I’m not aware of anyone using a Swarm with main speakers that go down to 20 Hz. Overlapping that much with the mains wasn’t part of my game plan. What be inclined to I’d try is, reducing the output from the transmission line terminus (probably with open-cell foam) so that the subs can be turned up louder without making the low end too thick.

"I am now on a new set of main speakers and although I love the bass, measurements show that it reaches a certain output and levels off while the rest of the frequency spectrum can get louder. I miss the louder bass with more impact as the volume increases."

I’m not clear about what the issue is. Is the bass region compressing? Can you describe in more detail what the measurements show?

"Would the 4 sub array lend itself to better integration with main speakers that are near full range (avoiding bass quality and blurred midrange issues) without high passing them?"

So far we’ve been able to integrate well with unfiltered main speakers that go down as low as 30 Hz. Sometimes with overlap, sometimes not. Sometimes using the single band of parametric EQ and/or the phase control to reduce the amount of reinforcement in the region of overlap. "Blurred midrange" makes me think the subs were being rolled off too high and/or too shallow, and may have been too loud.

"In my two-sub setups I found that I needed to adjust the phase of each individually for best integration. Why wouldn’t I need to do this with the swarm system? "

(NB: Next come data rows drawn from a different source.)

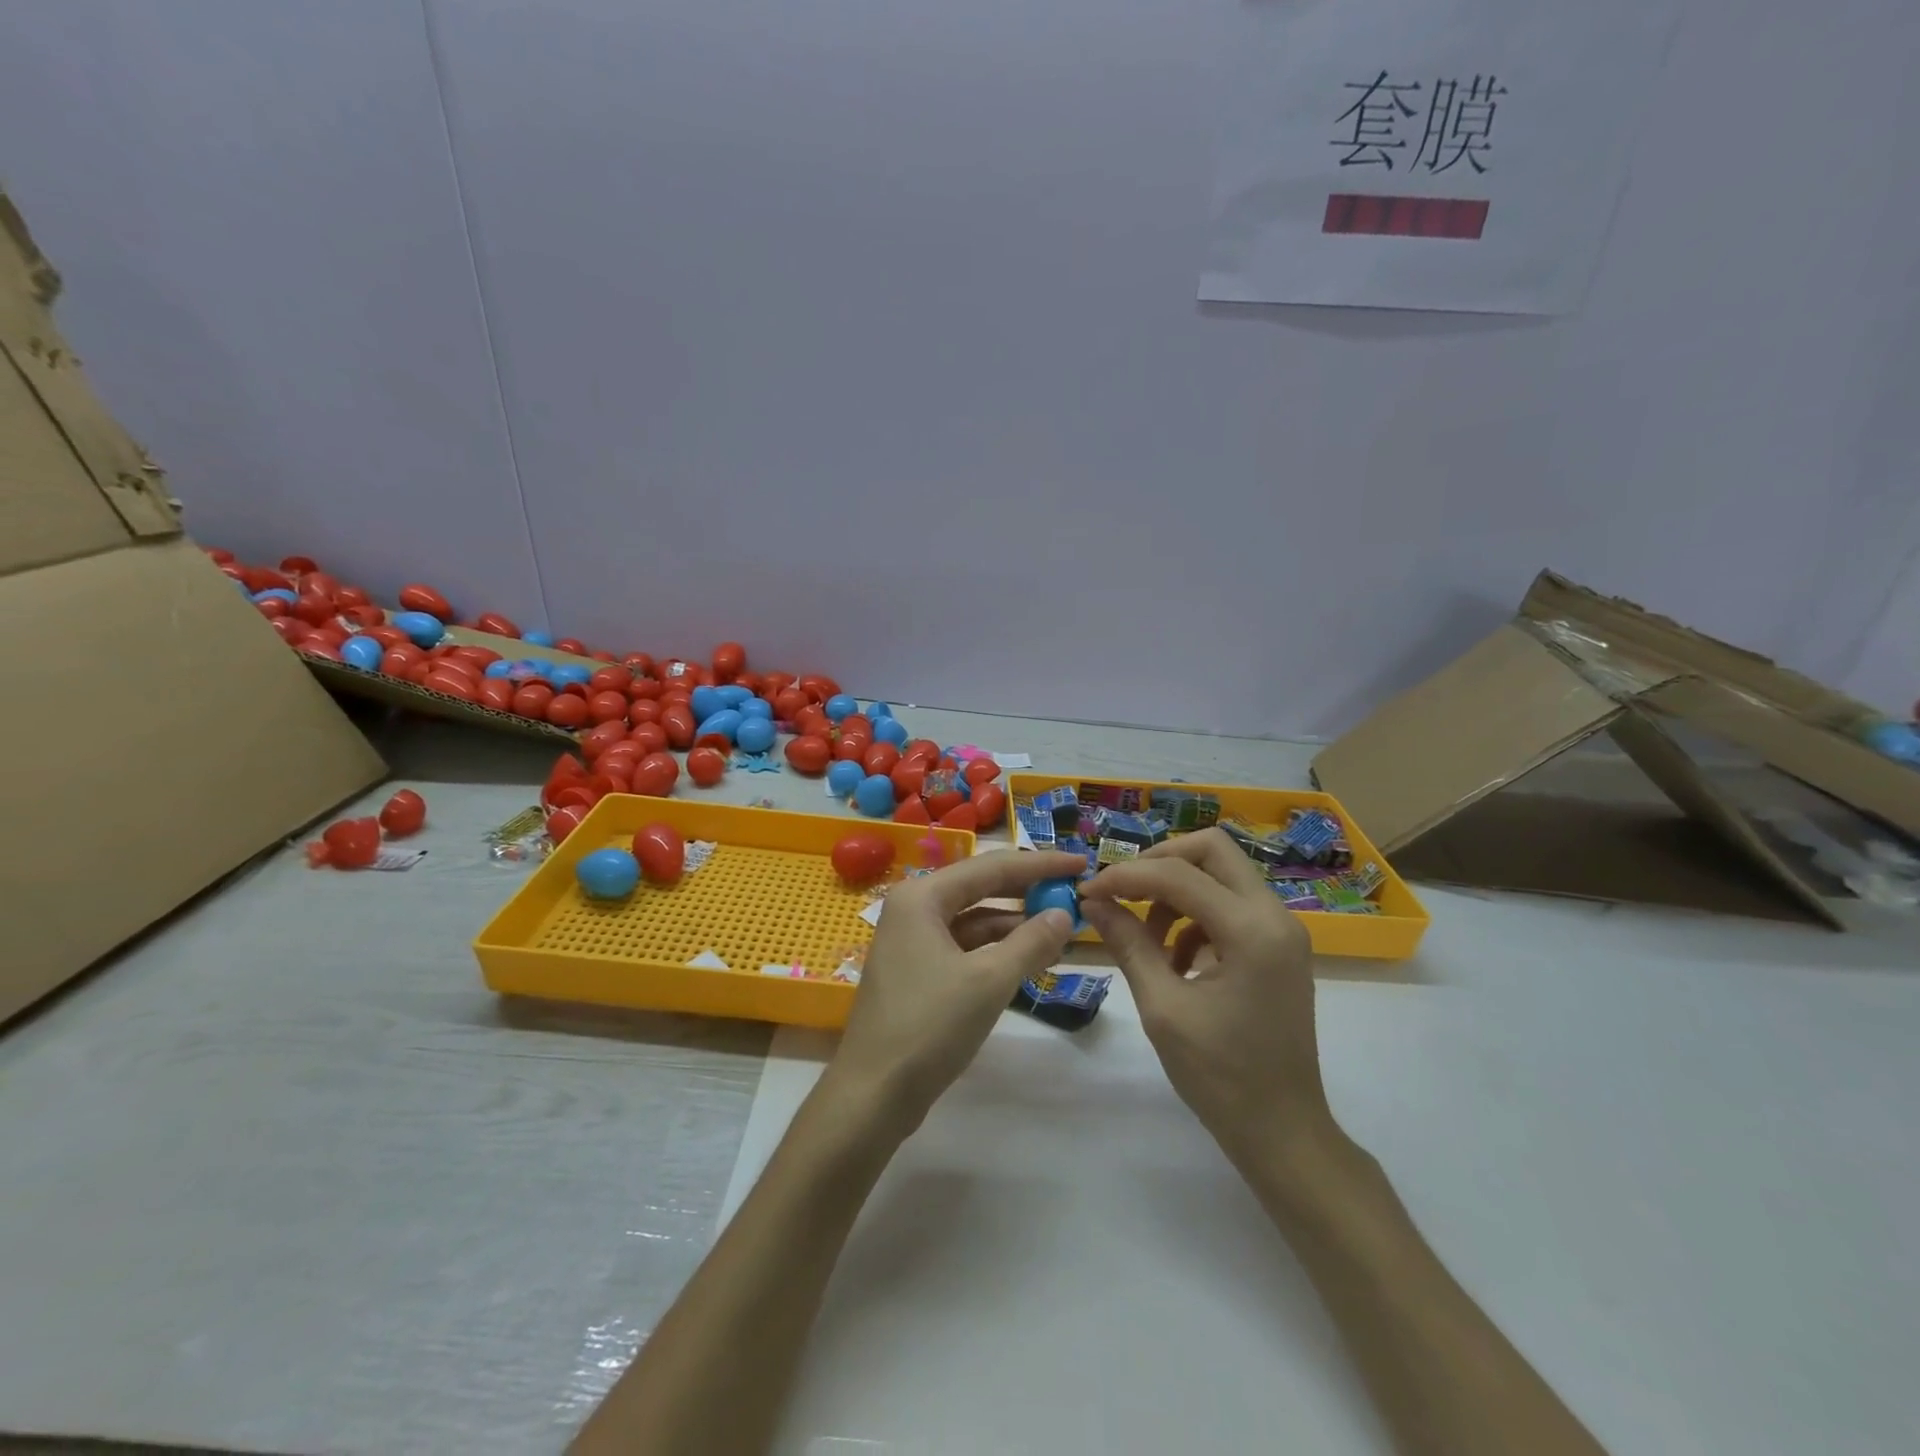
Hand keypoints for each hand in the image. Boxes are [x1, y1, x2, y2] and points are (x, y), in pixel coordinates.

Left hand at [832, 850, 1088, 1131]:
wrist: (873, 1094)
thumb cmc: (929, 1027)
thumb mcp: (989, 981)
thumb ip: (1031, 943)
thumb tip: (1065, 915)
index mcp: (922, 897)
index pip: (991, 867)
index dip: (1040, 864)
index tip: (1081, 862)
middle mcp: (914, 908)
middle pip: (981, 887)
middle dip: (1028, 890)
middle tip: (1073, 889)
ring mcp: (913, 940)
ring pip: (974, 918)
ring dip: (1015, 922)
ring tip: (1062, 925)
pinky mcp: (917, 970)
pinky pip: (965, 945)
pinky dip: (997, 948)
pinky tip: (1029, 955)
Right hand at [1079, 828, 1328, 1164]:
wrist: (1283, 1132)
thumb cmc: (1220, 1077)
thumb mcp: (1163, 1008)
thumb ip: (1128, 945)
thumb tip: (1092, 902)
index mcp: (1252, 931)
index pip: (1179, 874)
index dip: (1126, 876)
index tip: (1089, 892)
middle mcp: (1275, 915)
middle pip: (1212, 849)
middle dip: (1159, 862)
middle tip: (1122, 891)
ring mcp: (1282, 929)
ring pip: (1221, 873)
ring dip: (1176, 890)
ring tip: (1145, 936)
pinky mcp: (1278, 946)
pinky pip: (1230, 904)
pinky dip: (1195, 916)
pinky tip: (1174, 958)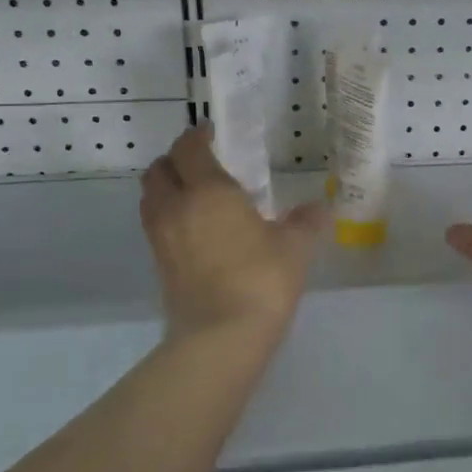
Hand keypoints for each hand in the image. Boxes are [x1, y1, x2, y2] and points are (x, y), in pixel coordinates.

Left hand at [140, 126, 323, 340]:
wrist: (220, 337)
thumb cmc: (260, 279)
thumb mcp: (294, 247)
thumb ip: (305, 222)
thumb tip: (319, 209)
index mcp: (208, 190)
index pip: (189, 148)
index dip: (198, 136)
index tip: (213, 134)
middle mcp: (176, 206)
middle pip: (159, 169)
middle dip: (176, 160)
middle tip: (202, 164)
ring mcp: (161, 238)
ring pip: (151, 198)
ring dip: (167, 188)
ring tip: (196, 196)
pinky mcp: (159, 265)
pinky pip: (156, 226)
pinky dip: (169, 217)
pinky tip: (196, 230)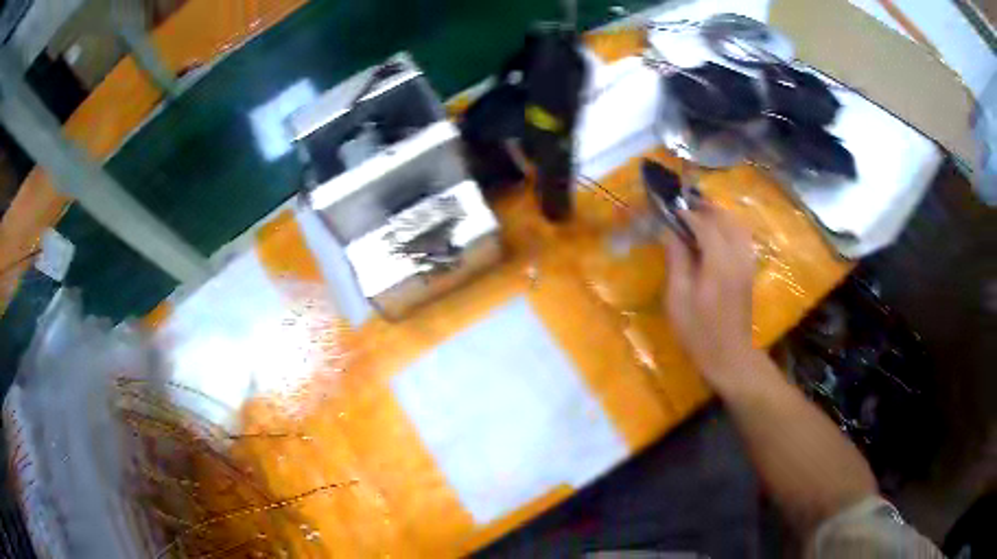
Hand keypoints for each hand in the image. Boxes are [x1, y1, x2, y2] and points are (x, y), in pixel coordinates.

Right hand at [663, 204, 758, 389]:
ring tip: (700, 217)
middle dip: (706, 209)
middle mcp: (737, 257)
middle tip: (685, 208)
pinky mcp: (749, 271)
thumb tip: (671, 232)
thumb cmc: (699, 332)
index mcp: (719, 263)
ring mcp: (747, 263)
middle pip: (726, 220)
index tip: (672, 211)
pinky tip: (716, 235)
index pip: (705, 225)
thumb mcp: (679, 299)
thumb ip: (677, 261)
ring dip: (719, 217)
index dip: (688, 214)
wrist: (730, 356)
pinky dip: (729, 228)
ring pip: (737, 226)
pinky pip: (742, 238)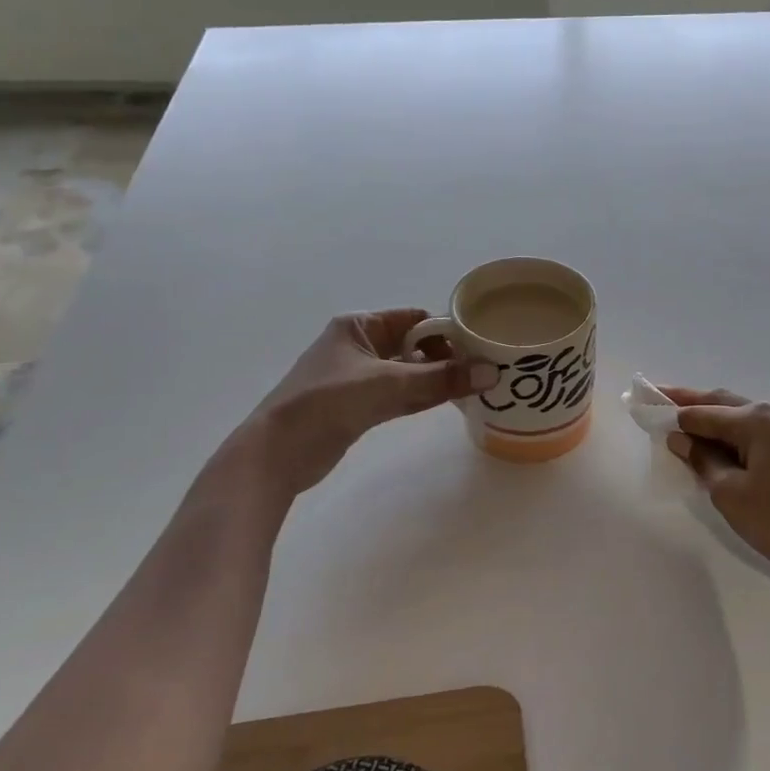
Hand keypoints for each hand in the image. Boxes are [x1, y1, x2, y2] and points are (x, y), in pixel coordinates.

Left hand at [215, 309, 495, 504]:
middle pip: (413, 345)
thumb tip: (492, 372)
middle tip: (483, 371)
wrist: (277, 452)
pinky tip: (447, 403)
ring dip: (435, 379)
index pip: (414, 318)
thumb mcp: (389, 385)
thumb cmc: (328, 403)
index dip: (447, 331)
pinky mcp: (357, 406)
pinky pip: (398, 395)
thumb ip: (441, 379)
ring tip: (474, 387)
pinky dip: (421, 397)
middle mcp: (358, 346)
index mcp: (358, 326)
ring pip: (407, 372)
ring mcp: (356, 378)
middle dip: (446, 357)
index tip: (480, 347)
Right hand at [663, 388, 769, 593]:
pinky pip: (758, 434)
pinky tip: (716, 446)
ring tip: (681, 424)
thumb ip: (701, 459)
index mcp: (757, 419)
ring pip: (742, 417)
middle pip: (723, 403)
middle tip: (657, 399)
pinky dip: (733, 436)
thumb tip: (681, 439)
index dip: (671, 411)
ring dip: (712, 420)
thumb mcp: (729, 492)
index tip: (644, 405)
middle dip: (690, 403)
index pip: (703, 411)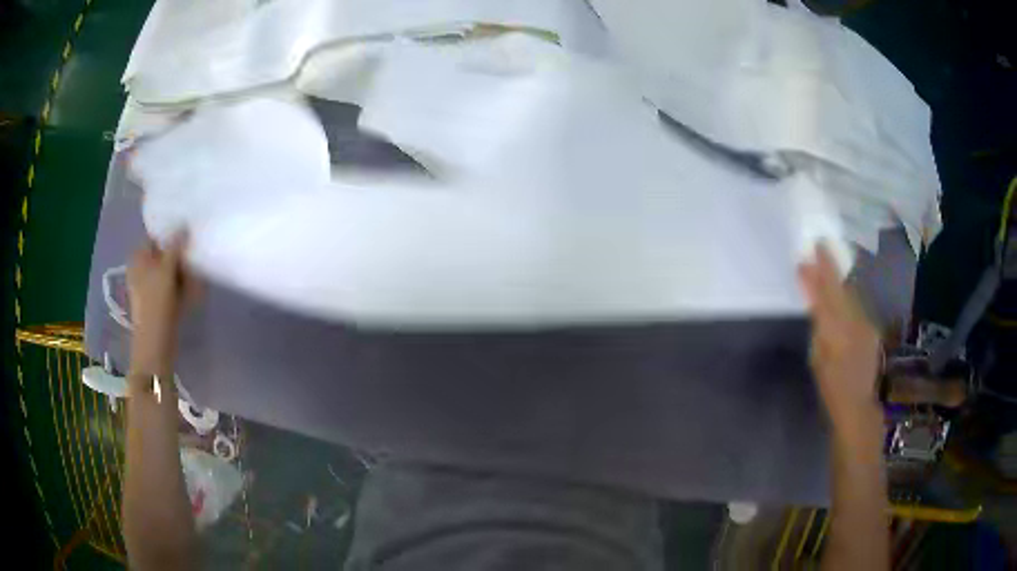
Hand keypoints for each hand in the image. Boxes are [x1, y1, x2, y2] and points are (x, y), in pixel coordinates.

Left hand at [127, 231, 200, 372]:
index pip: (157, 236)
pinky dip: (182, 285)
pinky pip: (172, 285)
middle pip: (165, 253)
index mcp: (138, 257)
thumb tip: (184, 224)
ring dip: (183, 271)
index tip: (189, 231)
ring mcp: (150, 285)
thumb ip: (175, 246)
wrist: (155, 344)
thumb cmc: (156, 304)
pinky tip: (193, 289)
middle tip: (194, 253)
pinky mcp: (158, 300)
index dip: (172, 233)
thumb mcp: (166, 270)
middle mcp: (142, 268)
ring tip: (196, 272)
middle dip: (179, 254)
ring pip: (170, 270)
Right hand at [798, 244, 881, 431]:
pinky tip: (843, 300)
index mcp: (836, 329)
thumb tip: (813, 299)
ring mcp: (866, 324)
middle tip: (820, 248)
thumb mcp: (817, 357)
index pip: (828, 291)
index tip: (815, 245)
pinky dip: (848, 299)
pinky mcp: (872, 329)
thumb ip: (818, 325)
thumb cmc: (830, 386)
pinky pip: (857, 307)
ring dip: (839, 282)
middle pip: (840, 288)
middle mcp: (854, 321)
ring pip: (850, 295)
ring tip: (829, 269)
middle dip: (830, 268)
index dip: (822, 267)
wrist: (857, 405)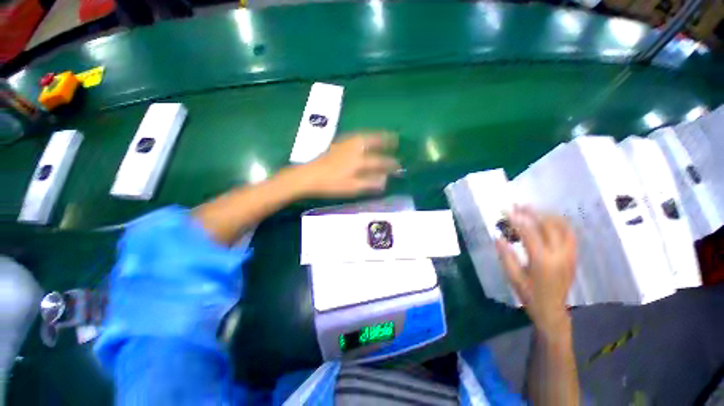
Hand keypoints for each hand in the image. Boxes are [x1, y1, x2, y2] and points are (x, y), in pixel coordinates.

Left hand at [296, 133, 399, 196]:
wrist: (309, 176)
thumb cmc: (331, 184)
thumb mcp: (351, 188)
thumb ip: (369, 184)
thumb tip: (385, 180)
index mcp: (359, 161)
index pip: (380, 161)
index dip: (391, 163)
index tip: (399, 165)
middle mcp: (354, 148)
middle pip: (374, 141)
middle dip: (386, 139)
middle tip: (396, 139)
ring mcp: (345, 144)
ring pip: (365, 136)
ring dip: (376, 135)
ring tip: (385, 135)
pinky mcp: (338, 143)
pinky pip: (356, 135)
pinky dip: (365, 135)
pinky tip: (365, 137)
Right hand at [495, 206, 575, 335]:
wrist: (552, 310)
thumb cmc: (529, 295)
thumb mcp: (513, 277)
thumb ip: (506, 256)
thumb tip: (498, 237)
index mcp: (542, 261)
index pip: (530, 233)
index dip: (518, 220)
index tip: (508, 210)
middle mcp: (559, 255)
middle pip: (549, 226)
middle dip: (533, 213)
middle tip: (520, 205)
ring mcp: (569, 255)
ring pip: (563, 228)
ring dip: (548, 215)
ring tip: (534, 209)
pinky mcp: (573, 257)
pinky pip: (570, 235)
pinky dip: (560, 224)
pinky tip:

I’m not an expert on optimizing two-sub setups, so I can’t thoroughly compare and contrast. But in general we want the in-room bass energy de-correlated for best results, and that includes for blending with the mains. You were introducing some de-correlation by having two subs instead of one, and some more via the different phase settings. The Swarm introduces a lot of decorrelation via the widely-spaced asymmetrical placement and reversing the polarity of one of the subs. Some Swarm systems use two amps, usually set 90 degees apart in phase.

I haven’t had anyone yet tell me that they can’t get a good blend between the Swarm and their mains, whether they are using one amp or two. I think the decorrelation that a distributed multi-sub system brings to the table help make that blend less problematic to achieve.

But you can certainly use multiple powered subs of your choosing and thereby be able to adjust phase and frequency and gain of each independently.

Hans asked:  "What are some ways you can suggest to position (suspend/hang?) the subs near the ceiling?" 

Thus far, to the best of my knowledge, all of the Swarm units that have ended up near the ceiling have been placed on the top of bookshelves or something similar.   I don't have any ideas for how to suspend subs from the ceiling... no GOOD ones, at least! 

Audiomaze wrote:  "Can this work with passive subs and a powerful amp driving them in series." 

Yes.  I use series-parallel connections for the four 4-ohm subs to present the amp with a 4 ohm load.  

" If I understand correctly, one of the ceiling subs can be in a corner with polarity reversed. " 

I normally suggest one sub in a corner (but no more than one), and that a different sub be the one with its polarity reversed... but, once your check clears, you can try whatever you want! I think it is possible that, in a small room, reversing the polarity of the one in the corner could work well.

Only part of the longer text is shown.